Extracted material:
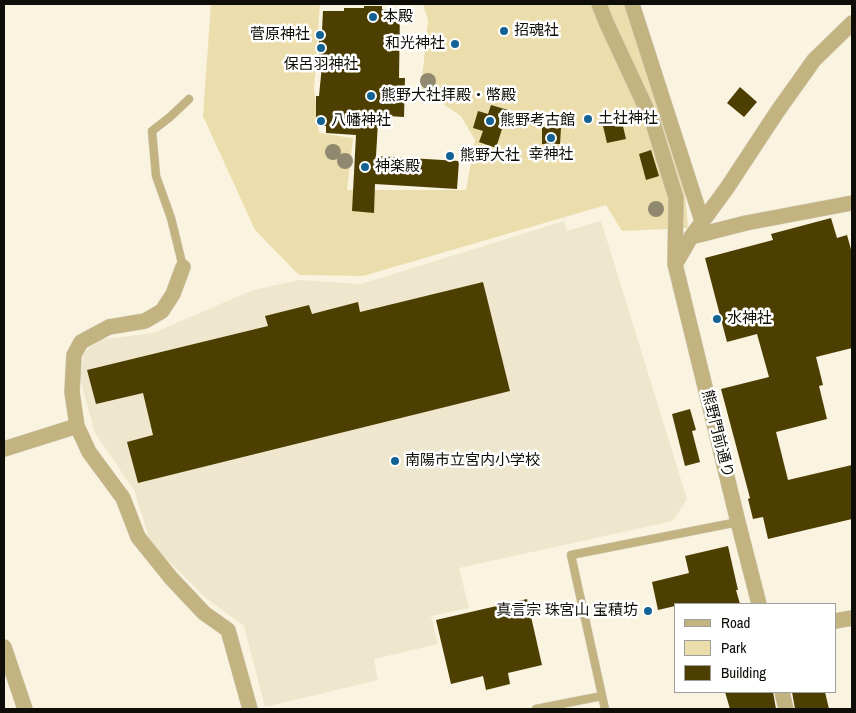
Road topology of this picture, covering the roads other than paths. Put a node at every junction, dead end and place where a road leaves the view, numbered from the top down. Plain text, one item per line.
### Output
1 (599, 4) edge
2 (632, 4) edge
3 (852, 23) edge
4 (189, 99) dead end
5 (852, 203) edge
6 (702, 221) junction
7 (691, 237) junction
8 (675, 264) junction
9 (183, 267) joint
10 (78, 426) junction
11 (4, 449) edge
12 (738, 522) junction
13 (759, 603) edge
14 (852, 618) edge
15 (836, 621) edge
16 (4, 647) edge
17 (782, 693) edge
18 (602, 696) junction
19 (25, 709) edge
20 (250, 709) edge
21 (536, 709) edge
22 (605, 709) edge
23 (786, 709) edge

1 - 8 street, 熊野門前通り
2 - 6 street
3 - 6 street
4 - 9 lane
5 - 7 street
6 - 7 street
7 - 8 street
8 - 12 street, 熊野門前通り
9 - 10 street
10 - 11 street
10 - 20 street
12 - 13 street, 熊野門前通り
12 - 18 lane
14 - 15 street
16 - 19 street
17 - 23 street
18 - 21 lane
18 - 22 lane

Directions for this task: Leave the pictures out and output the rest of the data word for word.

Result:
Road topology of this picture, covering the roads other than paths. Put a node at every junction, dead end and place where a road leaves the view, numbered from the top down. Plain text, one item per line.
### Output
1 (599, 4) edge
2 (632, 4) edge
3 (852, 23) edge
4 (189, 99) dead end
5 (852, 203) edge
6 (702, 221) junction
7 (691, 237) junction
8 (675, 264) junction
9 (183, 267) joint
10 (78, 426) junction
11 (4, 449) edge
12 (738, 522) junction
13 (759, 603) edge
14 (852, 618) edge
15 (836, 621) edge
16 (4, 647) edge
17 (782, 693) edge
18 (602, 696) junction
19 (25, 709) edge
20 (250, 709) edge
21 (536, 709) edge
22 (605, 709) edge
23 (786, 709) edge

1 - 8 street, 熊野門前通り
2 - 6 street
3 - 6 street
4 - 9 lane
5 - 7 street
6 - 7 street
7 - 8 street
8 - 12 street, 熊野門前通り
9 - 10 street
10 - 11 street
10 - 20 street
12 - 13 street, 熊野門前通り
12 - 18 lane
14 - 15 street
16 - 19 street
17 - 23 street
18 - 21 lane
18 - 22 lane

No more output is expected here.